Que voit-on avec l'Union Européenne?
Un parlement que les députés désertent, où certains viennent pour insulter et non pour débattre, où s'affrontent jeunes loups aux dents longues et vieux politiques à bout de souffle.
Un parlement qui vote contre la guerre d'Irak mais qui ne peut s'imposer aux états membres.
Une commission traitée par dessus la jambe, que la classe politique accuse de tous les maux, trop contente de lui mettre sur le dos les décisions impopulaires qu'elle peut prendre.

Le "péché originel" est répété jours après jours, ce n'est pas une faute commise et resté en plan: si les politiques les plus influents se laissent accaparer par leurs petits jeux de pouvoir sans défendre, VRAIMENT défendre, l'idée d'une Europe devenant une véritable République fédérale et parlementaire (SURTOUT parlementaire), il y aura d'autres Yougoslavies à l'avenir.

philippe a dit…

Tout à fait d'accord avec le commentaire précédent.Notre ami est-il prêt à rejoindre, si ce n'est pas fait, le collectif 06 de SAUVONS L'EUROPE" .A sa disposition pour tous renseignements.

Anonyme a dit…

Tiens, une analyse extrêmement proche de la tienne dans le Progressive de Mars 2006.
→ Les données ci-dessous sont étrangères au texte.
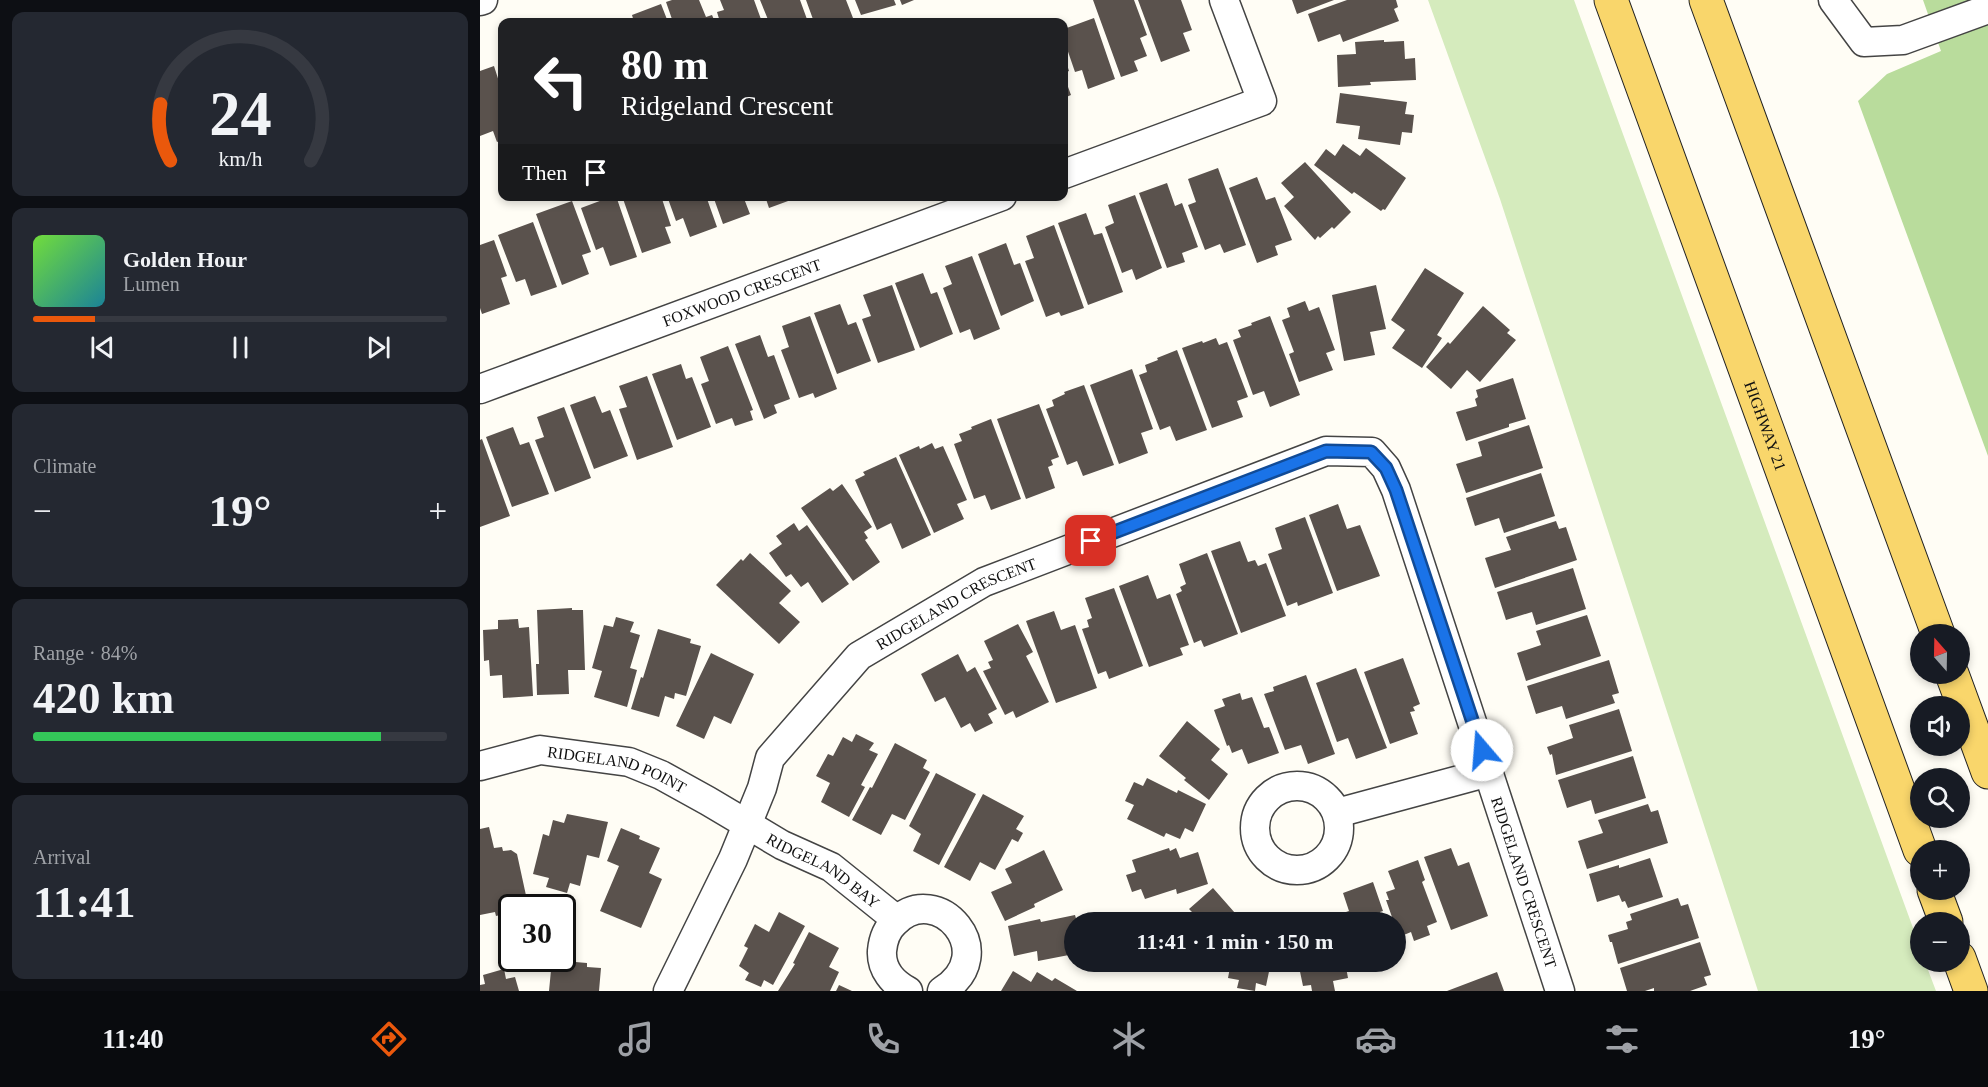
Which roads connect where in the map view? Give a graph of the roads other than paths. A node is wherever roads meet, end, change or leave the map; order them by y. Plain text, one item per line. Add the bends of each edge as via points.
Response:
1 (1224, 0) edge
2 (1611, 0) edge
3 (1706, 0) edge
4 (1833, 0) edge
5 (1988, 9) edge
6 (1068, 173) edge
7 (988, 201) edge
8 (480, 389) edge
9 (1934, 624) edge
10 (1956, 684) edge
11 (480, 766) edge
12 (1489, 772) junction
13 (1988, 772) edge
14 (1337, 813) dead end
15 (746, 825) junction
16 (1916, 840) edge
17 (897, 920) junction
18 (1964, 972) edge
19 (668, 991) edge
20 (908, 991) edge
21 (942, 991) edge
22 (1560, 991) edge
23 (1971, 991) edge

1 - 6 street via 1262,101
2 - 16 main road, HIGHWAY 21
3 - 9 main road
4 - 5 street via 1864,42 1903,40
7 - 8 street, FOXWOOD CRESCENT
10 - 13 main road
11 - 15 street, RIDGELAND POINT via 540,750 629,762 708,801
12 - 14 street
12 - 15 street, RIDGELAND CRESCENT via 1386,468 1371,452 1326,451 984,582 859,656 770,758
12 - 22 street, RIDGELAND CRESCENT
15 - 17 street, RIDGELAND BAY via 831,867
15 - 19 street, RIDGELAND CRESCENT
17 - 20 street, RIDGELAND BAY via 889,929 882,952 889,975
17 - 21 street, RIDGELAND BAY via 907,913 931,910 943,913 961,929 967,946 966,964
18 - 23 main road

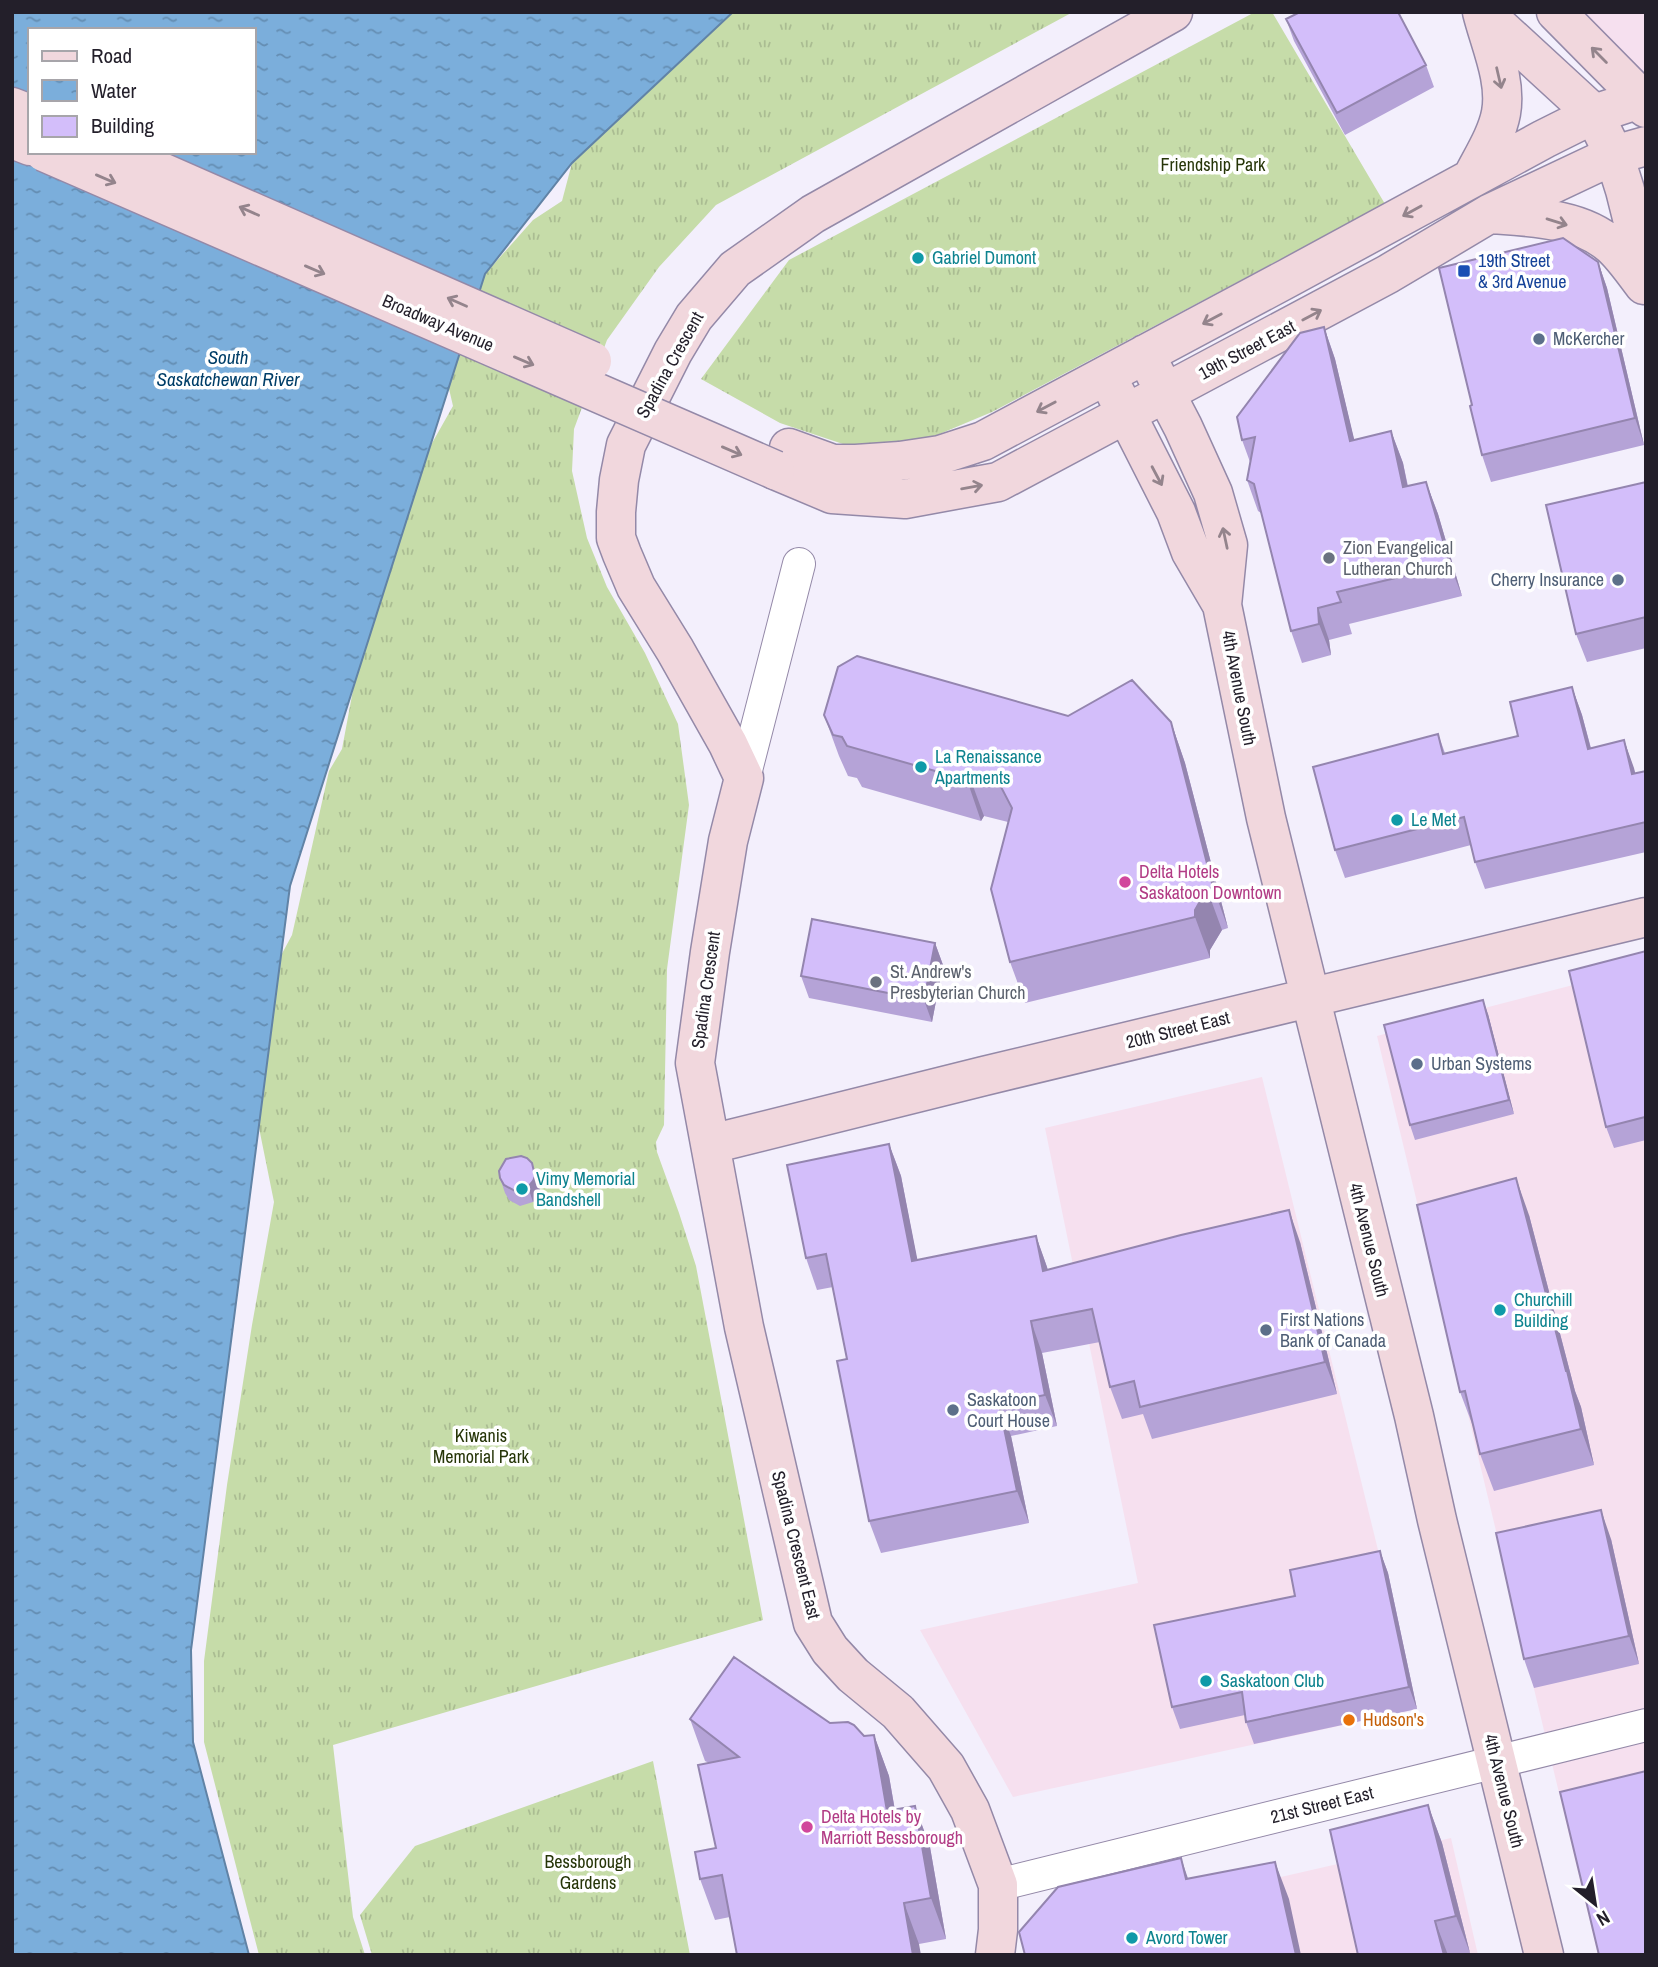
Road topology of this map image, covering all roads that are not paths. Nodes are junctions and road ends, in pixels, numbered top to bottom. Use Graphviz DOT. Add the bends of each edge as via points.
graph roads {
  1 [pos="1173,12"];
  2 [pos="1482,12"];
  3 [pos="1556,12"];
  4 [pos="1644,101"];
  5 [pos="1594,114"];
  6 [pos="1630,150"];
  7 [pos="49,154"];
  8 [pos="120,154"];
  9 [pos="1472,178"];
  10 [pos="1489,214"];
  11 [pos="1646,274"];
  12 [pos="1646,286"];
  13 [pos="1145,354"];
  14 [pos="1106,374"];
  15 [pos="1166,394"];
  16 [pos="1126,415"];
  17 [pos="782,459"];
  18 [pos="832,494"];
  19 [pos="799,564"];
  20 [pos="1222,605"];
  21 [pos="744,778"];
  22 [pos="1646,917"];
  23 [pos="1310,998"];
  24 [pos="711,1144"];
  25 [pos="744,1327"];
  26 [pos="1646,1725"];
  27 [pos="1496,1762"];
  28 [pos="998,1885"];
  29 [pos="995,1955"];
  30 [pos="1544,1955"];
  1 -- 21 [label="main road, Spadina Crescent" via="813,214 735,269 694,317 673,352 626,444 616,538 636,587 676,650"];
  2 -- 5 [label="main road"];
  2 -- 9 [label="main road, one-way" via="1503,96 1498,123"];
  4 -- 3 [label="main road, one-way"];
  4 -- 5 [label="main road"];
  5 -- 6 [label="main road"];
  5 -- 9 [label="main road"];
  6 -- 10 [label="main road, 19th Street East"];
  6 -- 11 [label="main road" via="1625,190"];
  7 -- 17 [label="main road, Broadway Avenue, one-way, bridge"];
  17 -- 8 [label="main road, Broadway Avenue, one-way, bridge"];
  9 -- 13 [label="main road, one-way"];
  10 -- 12 [label="main road, one-way" via="1549,218 1588,231 1612,246"];
  15 -- 10 [label="main road, 19th Street East, one-way"];
  13 -- 14 [label="main road"];
  13 -- 15 [label="main road, 4th Avenue South"];
  14 -- 16 [label="main road, 4th Avenue South"];
  14 -- 17 [label="main road, Broadway Avenue, one-way" via="983,441 940,455 856,464"];
  15 -- 16 [label="main road, 19th Street East"];
  20 -- 15 [label="main road, 4th Avenue South, one-way" via="1228,545 1213,493"];
  18 -- 16 [label="main road, 19th Street East, one-way" via="905,499 998,482"];
  16 -- 20 [label="main road, 4th Avenue South, one-way" via="1176,512 1191,552"];
  17 -- 18 [label="main road, Broadway Avenue"];
  19 -- 21 [label="street, Spadina Crescent"];
  20 -- 23 [label="main road, 4th Avenue South" via="1266,818"];
  21 -- 24 [label="main road, Spadina Crescent" via="728,841 695,1063"];
  22 -- 23 [label="main road, 20th Street East"];
  23 -- 24 [label="main road, 20th Street East"];
  23 -- 27 [label="main road, 4th Avenue South"];
  24 -- 25 [label="main road, Spadina Crescent"];
  25 -- 28 [label="main road, Spadina Crescent East" via="813,1623 853,1675 898,1712 946,1767 970,1810"];
  26 -- 27 [label="street, 21st Street East"];
  27 -- 28 [label="street, 21st Street East"];
  27 -- 30 [label="main road, 4th Avenue South"];
  28 -- 29 [label="main road, Spadina Crescent East"];
}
http://progressive.org/mag_apb031406

(bon, en anglais, un petit effort)

Le progressive est l'un des plus anciens journaux progressistes (comme son nom l'indique) des Etats-Unis, et se bat pour la démocratie, pour les droits sociaux, et, ces dernières années, contre la guerre en Irak et l'administration Bush en général.
Ses plus célèbres contributeurs sont Howard Zinn, Matthew Rotschild et d'autres grands activistes de ce pays.

Clotilde

Patrick Mottard a dit…

Dans sa chronique du dimanche 19 mars dans Nice-Matin, Georges-Marc Benamou a également une analyse très proche de la mienne dans le paragraphe intitulé "Le refoulé de l'ex-Yougoslavie".